• Supplied entries
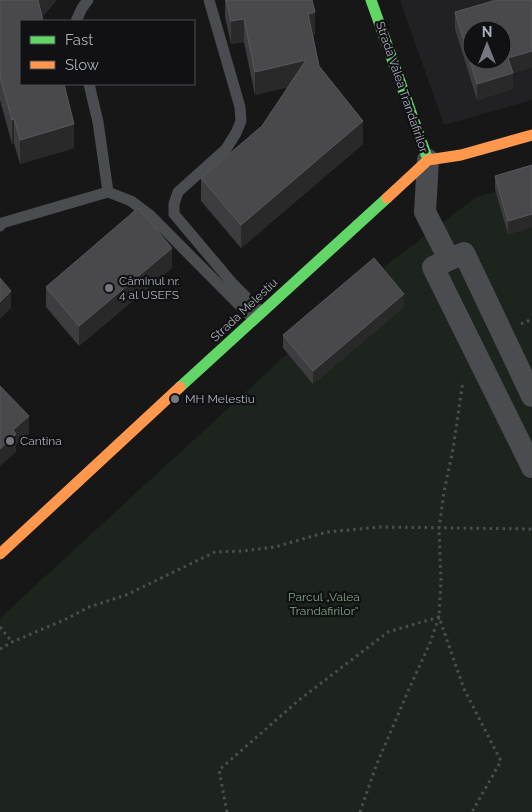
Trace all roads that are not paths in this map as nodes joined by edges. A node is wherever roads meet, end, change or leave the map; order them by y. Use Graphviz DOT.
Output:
graph roads {
  1 [pos="88,0"];
  2 [pos="209,0"];
  3 [pos="371,0"];
  4 [pos="76,20"];
  5 [pos="89,85"];
  6 [pos="532,134"];
  7 [pos="428,160"];
  8 [pos="108,192"];
  9 [pos="1,223"];
  10 [pos="449,259"];
  11 [pos="257,316"];
  12 [pos="532,396"];
  13 [pos="532,467"];
  14 [pos="0,554"];
  1 -- 4 [label="lane"];
  2 -- 11 [label="lane"];
  3 -- 7 [label="street, Strada Valea Trandafirilor"];
  5 -- 8 [label="lane"];
  6 -- 7 [label="street"];
  7 -- 10 [label="street, Strada Valea Trandafirilor"];
  7 -- 11 [label="street, Strada Melestiu"];
  8 -- 9 [label="lane"];
  8 -- 11 [label="lane"];
  10 -- 12 [label="street"];
  10 -- 13 [label="street"];
  11 -- 14 [label="street, Strada Melestiu"];
}
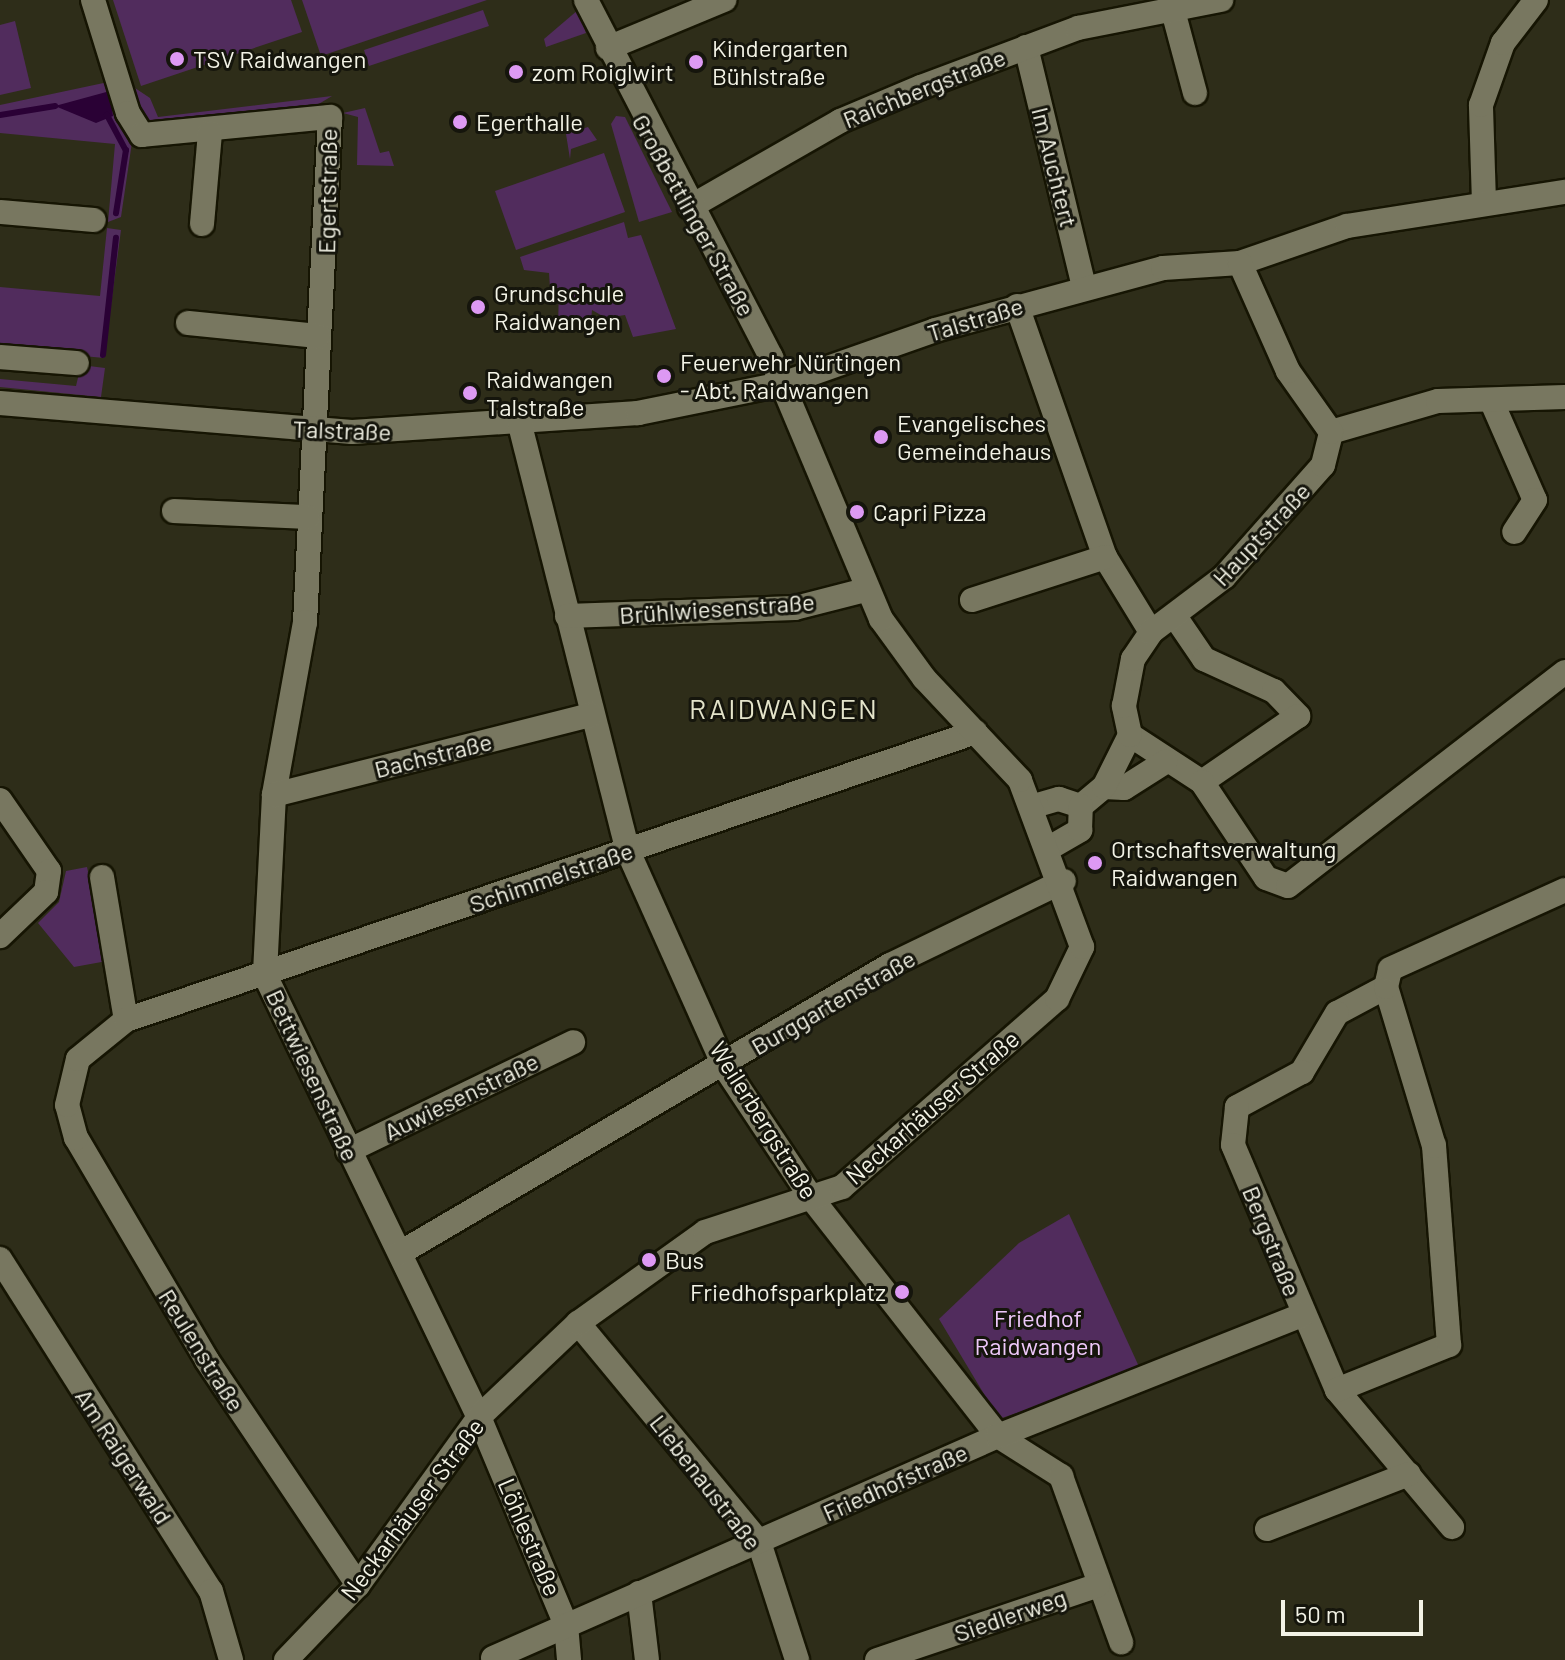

• What the task requires
Each entry above should be given again exactly, with its pictures omitted.

• Output for this task
Trace all roads that are not paths in this map as nodes joined by edges. A node is wherever roads meet, end, change or leave the map; order them by y. Use Graphviz DOT.
Output:
graph roads {
  1 [pos="88,0"];
  2 [pos="209,0"];
  3 [pos="371,0"];
  4 [pos="76,20"];
  5 [pos="89,85"];
  6 [pos="532,134"];
  7 [pos="428,160"];
  8 [pos="108,192"];
  9 [pos="1,223"];
  10 [pos="449,259"];
  11 [pos="257,316"];
  12 [pos="532,396"];
  13 [pos="532,467"];
  14 [pos="0,554"];
  1 -- 4 [label="lane"];
  2 -- 11 [label="lane"];
  3 -- 7 [label="street, Strada Valea Trandafirilor"];
  5 -- 8 [label="lane"];
  6 -- 7 [label="street"];
  7 -- 10 [label="street, Strada Valea Trandafirilor"];
  7 -- 11 [label="street, Strada Melestiu"];
  8 -- 9 [label="lane"];
  8 -- 11 [label="lane"];
  10 -- 12 [label="street"];
  10 -- 13 [label="street"];
  11 -- 14 [label="street, Strada Melestiu"];
}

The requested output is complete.